INPUT FOR THIS TASK:

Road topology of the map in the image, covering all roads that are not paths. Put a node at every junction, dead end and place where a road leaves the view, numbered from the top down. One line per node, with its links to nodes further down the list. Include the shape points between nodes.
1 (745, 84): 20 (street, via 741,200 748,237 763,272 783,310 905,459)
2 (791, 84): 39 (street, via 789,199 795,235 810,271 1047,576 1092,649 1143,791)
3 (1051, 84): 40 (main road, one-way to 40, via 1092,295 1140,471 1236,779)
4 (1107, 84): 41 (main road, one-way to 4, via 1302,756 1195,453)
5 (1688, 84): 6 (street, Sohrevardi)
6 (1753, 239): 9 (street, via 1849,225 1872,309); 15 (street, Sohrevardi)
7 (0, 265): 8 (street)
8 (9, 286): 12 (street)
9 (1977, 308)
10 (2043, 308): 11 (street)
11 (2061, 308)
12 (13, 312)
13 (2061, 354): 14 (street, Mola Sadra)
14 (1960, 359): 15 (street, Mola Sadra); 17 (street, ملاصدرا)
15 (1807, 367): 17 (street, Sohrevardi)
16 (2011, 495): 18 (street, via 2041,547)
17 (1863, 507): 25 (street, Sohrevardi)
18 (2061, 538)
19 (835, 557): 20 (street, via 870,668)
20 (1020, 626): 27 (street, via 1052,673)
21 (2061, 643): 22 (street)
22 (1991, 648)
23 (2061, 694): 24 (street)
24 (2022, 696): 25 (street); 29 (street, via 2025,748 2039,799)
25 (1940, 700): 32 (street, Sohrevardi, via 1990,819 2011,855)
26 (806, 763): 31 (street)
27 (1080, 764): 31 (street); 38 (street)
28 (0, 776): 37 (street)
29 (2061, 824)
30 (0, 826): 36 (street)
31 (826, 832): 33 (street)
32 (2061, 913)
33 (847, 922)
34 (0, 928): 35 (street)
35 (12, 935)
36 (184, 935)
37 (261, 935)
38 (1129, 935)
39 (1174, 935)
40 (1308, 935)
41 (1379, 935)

...

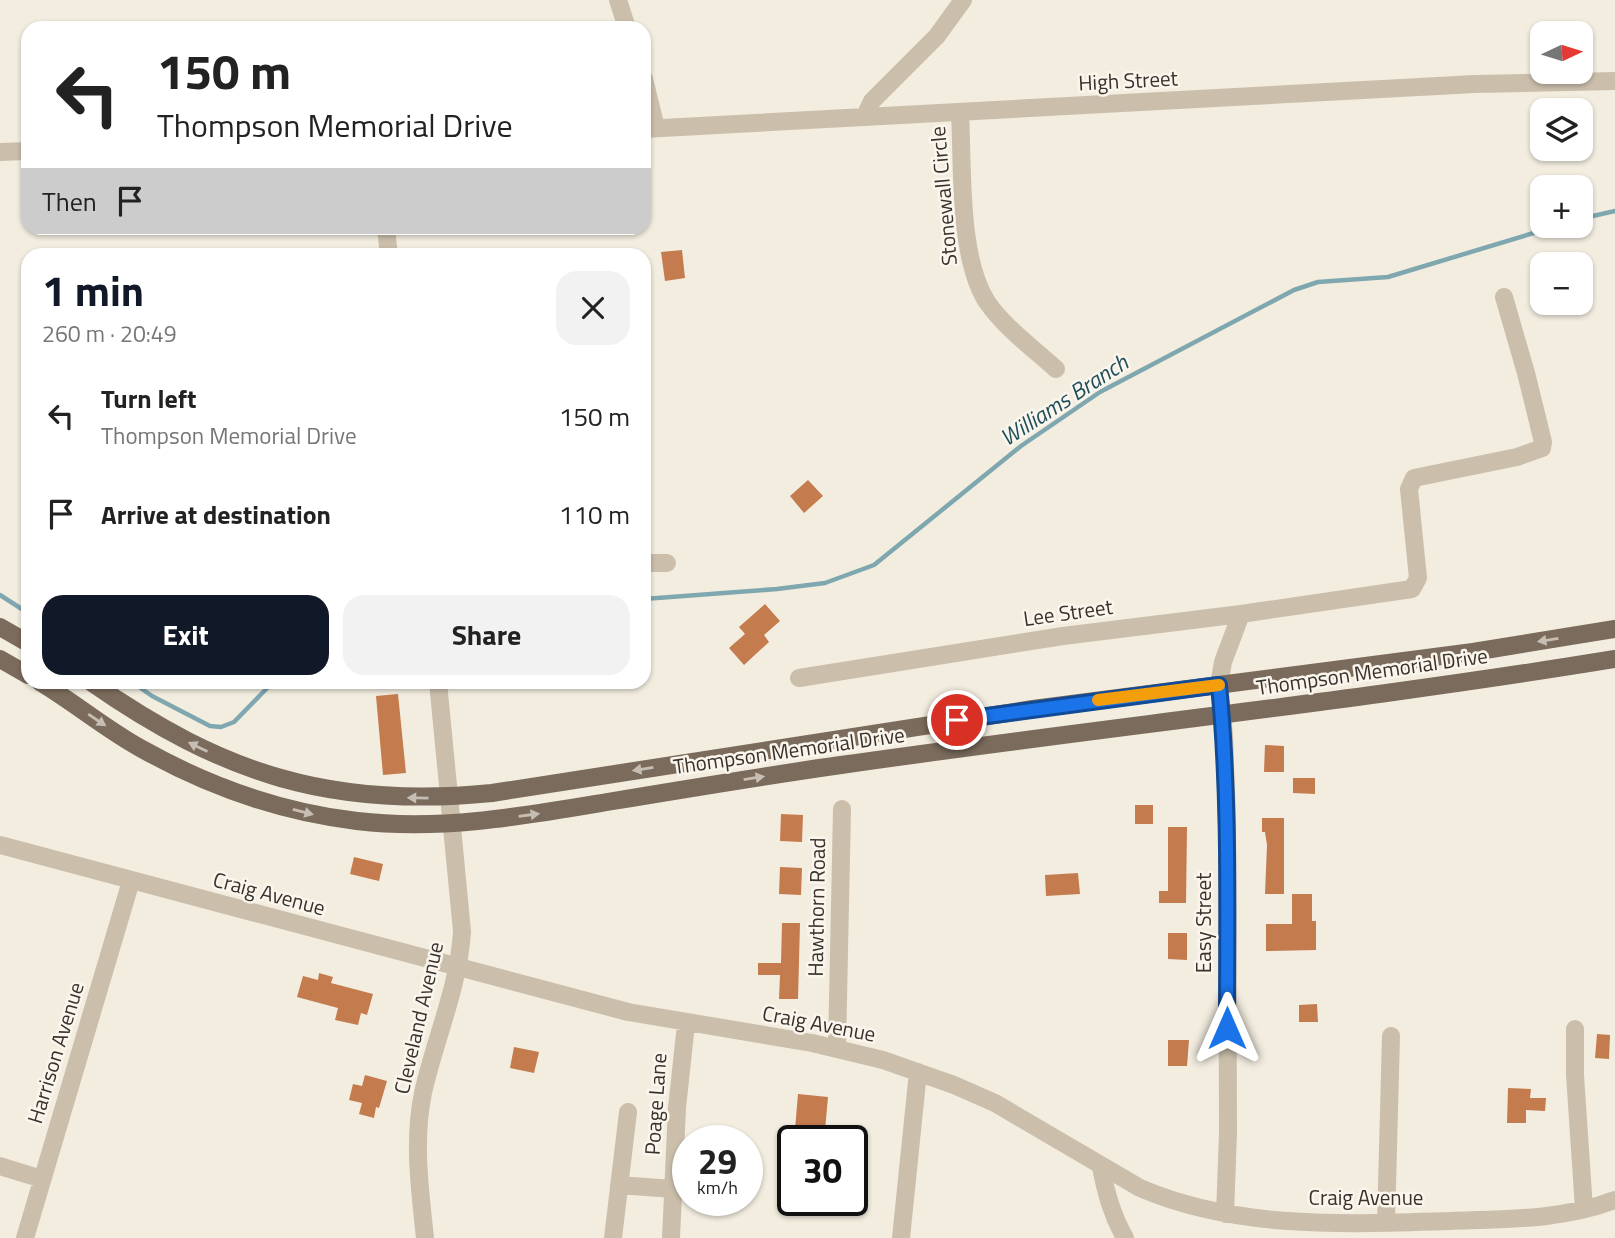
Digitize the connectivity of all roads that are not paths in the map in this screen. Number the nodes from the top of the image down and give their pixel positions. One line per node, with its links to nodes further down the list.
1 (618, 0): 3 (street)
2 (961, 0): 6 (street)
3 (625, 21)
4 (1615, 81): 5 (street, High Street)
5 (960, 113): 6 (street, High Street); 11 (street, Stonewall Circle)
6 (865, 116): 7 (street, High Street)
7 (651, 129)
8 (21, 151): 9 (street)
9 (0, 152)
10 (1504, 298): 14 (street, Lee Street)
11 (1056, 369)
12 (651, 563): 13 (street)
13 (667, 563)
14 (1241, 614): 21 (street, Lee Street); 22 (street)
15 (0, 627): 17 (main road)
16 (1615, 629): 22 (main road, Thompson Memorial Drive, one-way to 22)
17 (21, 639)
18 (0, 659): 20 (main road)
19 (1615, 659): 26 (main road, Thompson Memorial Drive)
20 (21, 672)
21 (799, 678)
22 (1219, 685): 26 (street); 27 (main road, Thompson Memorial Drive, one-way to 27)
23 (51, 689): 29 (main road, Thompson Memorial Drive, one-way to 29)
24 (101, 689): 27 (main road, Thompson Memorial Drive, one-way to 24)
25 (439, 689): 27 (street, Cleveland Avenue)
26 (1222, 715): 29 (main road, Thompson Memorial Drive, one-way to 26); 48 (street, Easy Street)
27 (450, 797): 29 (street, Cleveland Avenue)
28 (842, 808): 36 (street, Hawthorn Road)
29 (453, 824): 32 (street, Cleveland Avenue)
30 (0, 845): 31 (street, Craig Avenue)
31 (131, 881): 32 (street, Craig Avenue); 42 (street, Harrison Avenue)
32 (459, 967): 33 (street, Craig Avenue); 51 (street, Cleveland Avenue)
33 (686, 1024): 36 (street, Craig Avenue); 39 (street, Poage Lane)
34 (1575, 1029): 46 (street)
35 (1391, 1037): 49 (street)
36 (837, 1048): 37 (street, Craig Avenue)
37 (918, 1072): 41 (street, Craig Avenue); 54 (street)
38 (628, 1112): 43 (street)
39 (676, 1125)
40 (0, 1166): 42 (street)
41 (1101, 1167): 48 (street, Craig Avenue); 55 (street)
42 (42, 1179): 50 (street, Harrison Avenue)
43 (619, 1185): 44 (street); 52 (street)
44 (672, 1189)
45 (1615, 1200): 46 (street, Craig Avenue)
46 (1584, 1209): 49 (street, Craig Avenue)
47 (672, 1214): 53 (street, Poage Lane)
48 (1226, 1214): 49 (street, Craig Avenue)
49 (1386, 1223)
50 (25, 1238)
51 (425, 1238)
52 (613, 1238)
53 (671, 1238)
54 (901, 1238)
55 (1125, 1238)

EXERCISE PROMPT:
Please find every line in the listing that holds the string "High" and copy it.

RESPONSE TO THIS EXERCISE:
4 (1615, 81): 5 (street, High Street)
5 (960, 113): 6 (street, High Street); 11 (street, Stonewall Circle)
6 (865, 116): 7 (street, High Street)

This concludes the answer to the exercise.